Equipment You’ll Need
- Non-stick skillet – great for cooking eggs without sticking and easy clean-up.
- Spatula – helps scramble or flip eggs and stir the sausage without breaking it up too much.
- Knife and cutting board – for dicing veggies and slicing avocado cleanly.
- Mixing bowl – handy for tossing together pico de gallo or mixing ingredients before plating.
Flavor Variations & Add-Ins
- Swap ground sausage with chorizo for a spicier, smoky flavor that packs a punch.
- Add sautéed spinach or kale for extra greens and nutrients without many carbs.
- Top with crumbled queso fresco or feta instead of cheddar for a tangy twist.
- Mix in diced jalapeños or a dash of cayenne if you love more heat and zest.
How to Make Low Carb Breakfast Burrito Bowl
Ingredients You’ll Need:
- 1 tbsp olive oil
- 1/2 lb ground breakfast sausage (or ground beef or turkey)
- 1 tsp chili powder
- 1/2 tsp cumin
- 1/2 tsp smoked paprika
- Salt and pepper, to taste
- 1 cup black beans (optional for low carb, can omit or reduce)
- 2 large eggs
- 1/2 avocado, sliced
- 1/2 cup diced tomatoes or fresh pico de gallo
- 1/2 cup diced roasted or sautéed yellow squash or bell peppers
- 1/4 cup shredded cheddar or Mexican blend cheese
- 2 tbsp chopped fresh cilantro
- Lime wedges, for garnish
- Hot sauce, for drizzling
How Much Time Will You Need?
This recipe takes about 15 minutes from start to finish. You’ll spend around 7-10 minutes cooking the sausage and warming beans, about 3-4 minutes cooking the eggs, and just a few minutes assembling the bowl with fresh ingredients.
Step-by-Step Instructions:
1. Cook the Sausage and Season
In a skillet, heat olive oil over medium heat. Add the ground sausage and break it apart with a spatula. Cook until browned and fully cooked, about 5 to 7 minutes. Stir in chili powder, cumin, smoked paprika, salt, and pepper, and cook for another 1-2 minutes to bring out the flavors.
2. Prepare the Eggs
In a separate skillet, cook the eggs sunny side up or however you like until the whites are set and yolks remain runny, about 3-4 minutes.
3. Warm the Beans (Optional)
If using black beans, warm them gently in the same pan as the sausage or in a separate pan for a few minutes until heated through.
4. Assemble Your Bowl
Layer the cooked sausage and beans at the bottom of your bowl. Top with roasted or sautéed squash (or preferred veggies), diced tomatoes or fresh pico de gallo, and shredded cheese.
5. Add the Egg and Toppings
Place your cooked egg on top. Arrange sliced avocado on the side and sprinkle chopped fresh cilantro over everything. Drizzle with hot sauce to your liking and serve with lime wedges to squeeze over for fresh, zesty flavor.

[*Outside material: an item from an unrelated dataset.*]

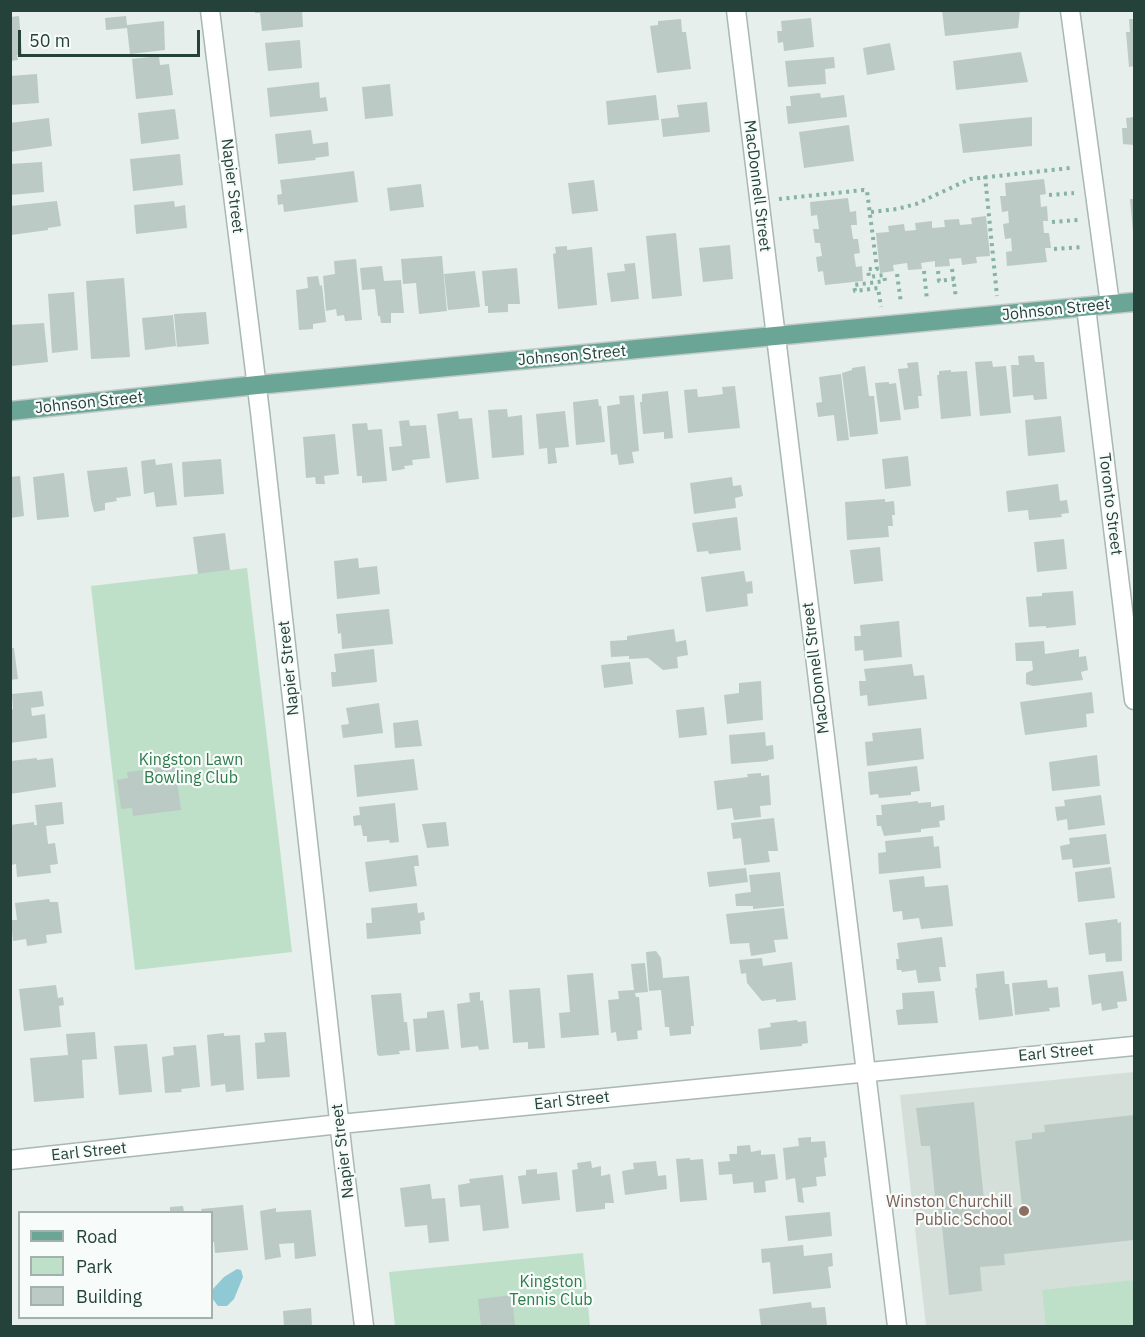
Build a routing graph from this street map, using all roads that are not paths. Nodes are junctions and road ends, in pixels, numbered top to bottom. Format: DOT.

Enjoy your delicious, colorful, and satisfying Low Carb Breakfast Burrito Bowl – all the taste without the carbs!
Can I Make This Low Carb Breakfast Burrito Bowl Ahead of Time?
Yes! You can cook the sausage and prep the veggies a day ahead and store them in the fridge. When ready, reheat the sausage and assemble the bowl fresh with a newly cooked egg for the best flavor and texture.
What Can I Use Instead of Black Beans to Keep It Low Carb?
If you want to skip beans to reduce carbs further, try replacing them with extra sautéed vegetables like mushrooms, zucchini, or spinach. They add bulk and nutrients without adding many carbs.
Can I Substitute the Ground Sausage?
Absolutely! Ground turkey, chicken, or beef are great alternatives. Just season them with the same spices to keep that familiar flavor. For a vegetarian option, use seasoned tofu or tempeh.
How Should I Store Leftovers?
Store any leftovers in an airtight container in the fridge for up to 3 days. Reheat the sausage and veggies on the stove over medium heat and cook fresh eggs when serving to keep the best texture.